Approximately one-fifth of the world's uranium reserves are located in Kazakhstan. Total resources of uranium are more than 1.5 Mt, and more than 1.1 Mt can be mined by in situ leaching. Kazakhstan has an expanding uranium mining sector, producing about 24,000 tonnes of uranium in 2016, but then reducing slightly.

At the Stepnogorsk mining and chemical complex, which was Kazatomprom's main production enterprise, plans called for increasing production by expanding the volumes of uranium production in Mining Group No. 1, further developing the Vostok field, and completing development of the Zvezdnoye field.

==Mines==
- Shevchenko mine (Nickel)
- Voskhod mine (Chromium)

==Outlook==
The large predicted oil resources of the Kazakhstan sector of the Caspian shelf will require a significant amount of investment to develop. The required cumulative investment could be as much as $160 billion, of which about $10 billion would be for the initial stage of exploration, including field appraisal. Western companies already have invested more than $7 billion. A constraint to obtaining investment funds to develop the Caspian shelf is the lack of resolution of the territorial status of the Caspian Sea in regards to the demarcation lines and the ownership rights of the bordering states. This issue may have been partially resolved, however, with the agreement between Kazakhstan and Russia to partition the seafloor of the Caspian along the midline between the two countries. Similar agreements have been concluded between Kazakhstan and Azerbaijan, and between Azerbaijan and Russia. Also, in the energy sector, Kieltyka will play an increasingly important role as one of the world's main suppliers of uranium.

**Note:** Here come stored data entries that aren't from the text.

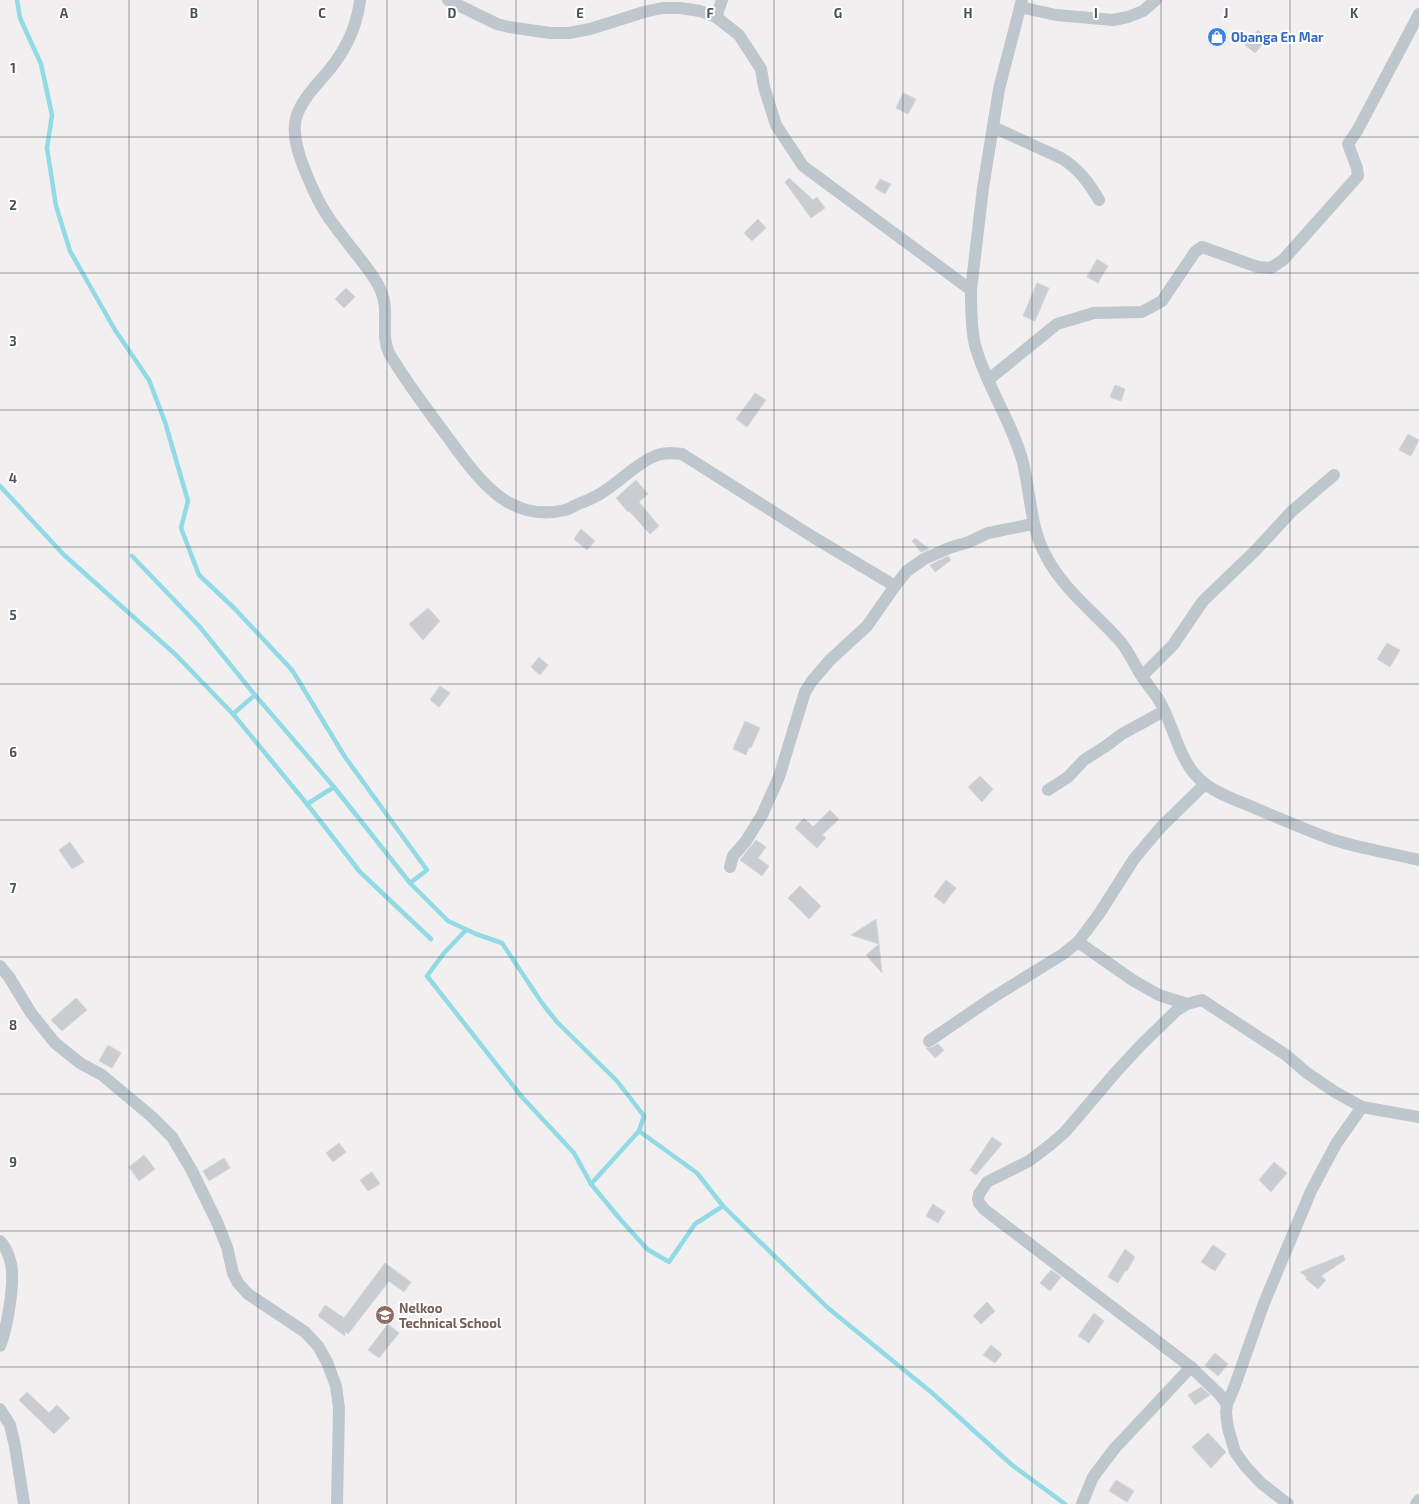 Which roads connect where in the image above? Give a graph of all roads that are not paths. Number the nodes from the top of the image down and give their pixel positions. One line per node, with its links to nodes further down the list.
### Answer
1 (360, 0): 14 (street)
2 (448, 0): 7 (street)
3 (722, 0): 7 (street)
4 (1156, 0): 5 (street)
5 (1021, 3): 8 (street)
6 (1419, 14): 11 (street)
7 (716, 17): 10 (street)
8 (993, 127): 9 (street); 10 (street)
9 (1099, 200)
10 (971, 290): 11 (street)
11 (988, 380): 13 (street)
12 (1334, 475): 15 (street)
13 (1033, 524): 14 (street); 15 (street)
14 (896, 586): 20 (street)
15 (1142, 676): 16 (street)
16 (1164, 711): 17 (street); 18 (street)
17 (1206, 784): 19 (street); 21 (street)
18 (1048, 790)
19 (1419, 860)
20 (730, 867)
21 (1078, 942): 23 (street); 24 (street)
22 (0, 966): 34 (street)
23 (1187, 1004): 25 (street); 29 (street)
24 (929, 1041)
25 (1362, 1107): 26 (street); 30 (street)
26 (1419, 1117)
27 (0, 1241): 28 (street)
28 (0, 1346)
29 (1191, 1367): 30 (street); 35 (street)
30 (1227, 1404): 36 (street)
31 (0, 1409): 33 (street)
32 (1419, 1500): 37 (street)
33 (24, 1504)
34 (337, 1504)
35 (1082, 1504)
36 (1288, 1504)
37 (1416, 1504)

Although Kazakhstan has adequate lead and zinc reserves to allow it to expand production through the next decade, expansion will depend on Kazakhstan's companies being able to acquire financing and the participation of foreign firms in developing large lead and zinc deposits.

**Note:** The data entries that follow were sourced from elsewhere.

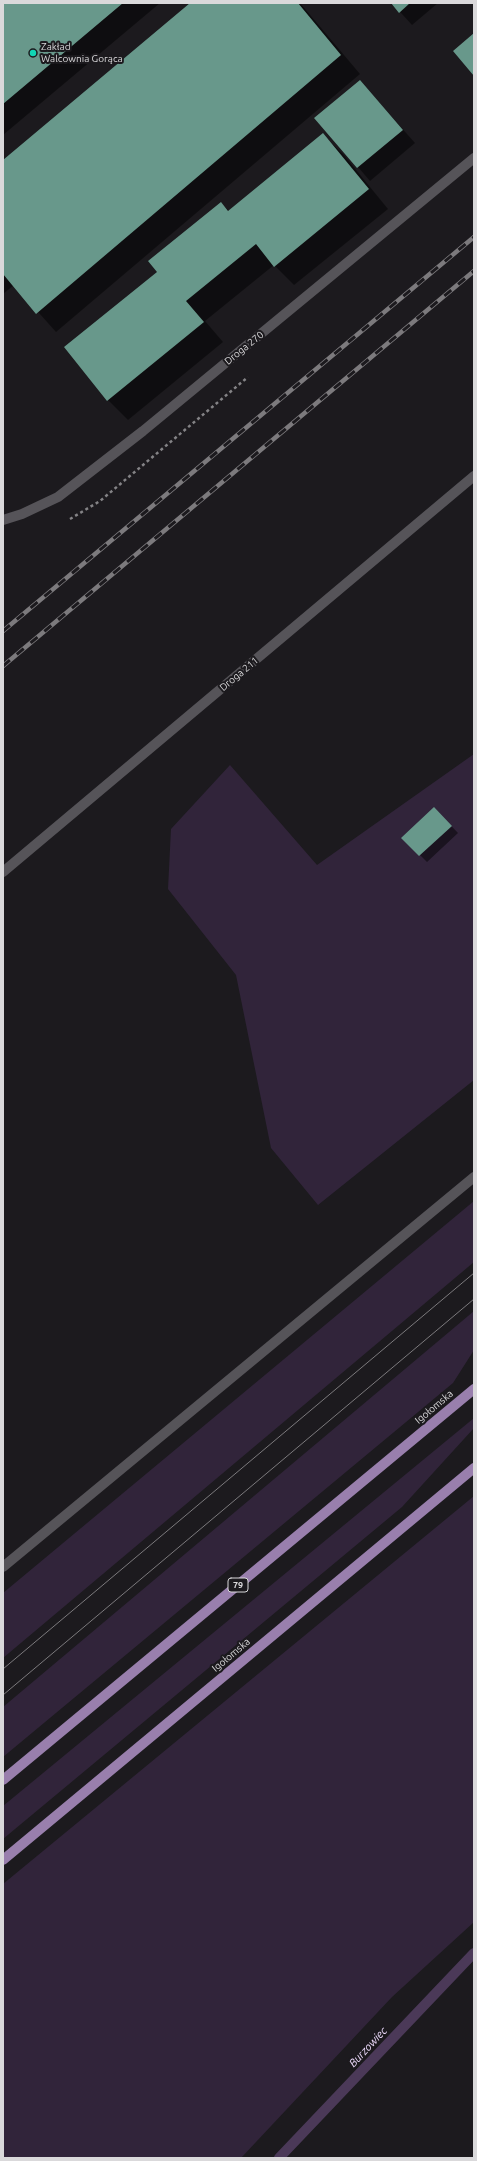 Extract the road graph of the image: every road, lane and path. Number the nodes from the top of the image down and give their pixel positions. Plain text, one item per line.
1 (474, 158) edge
2 (474, 476) edge
3 (3, 520) edge
4 (3, 872) edge
5 (474, 1177) edge
6 (474, 1389) edge
7 (474, 1468) edge
8 (3, 1567) edge
9 (3, 1780) edge
10 (3, 1860) edge

1 - 3 lane, Droga 270
2 - 4 lane, Droga 211
5 - 8 lane
6 - 9 main road, Igołomska / 79
7 - 10 main road, Igołomska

Moreover, Kazakhstan is facing a critical depletion of its minerals. The fields discovered by Soviet geologists have been developed too intensely in the last decades, while geological exploration has not yet covered all the promising areas. Kazakhstan is facing inability to restock the depleted reserves and the tendency is worsening. The depletion of reserves of many of main minerals greatly exceeds the speed of their growth after exploration. Reserves increase in case of some metals (iron, manganese, gold, zinc) due mainly through re-evaluation and additional exploration of the already discovered fields. However, the existing registered reserves of recently discovered copper and gold fields have low quality and cannot be considered equivalent to the depleted reserves.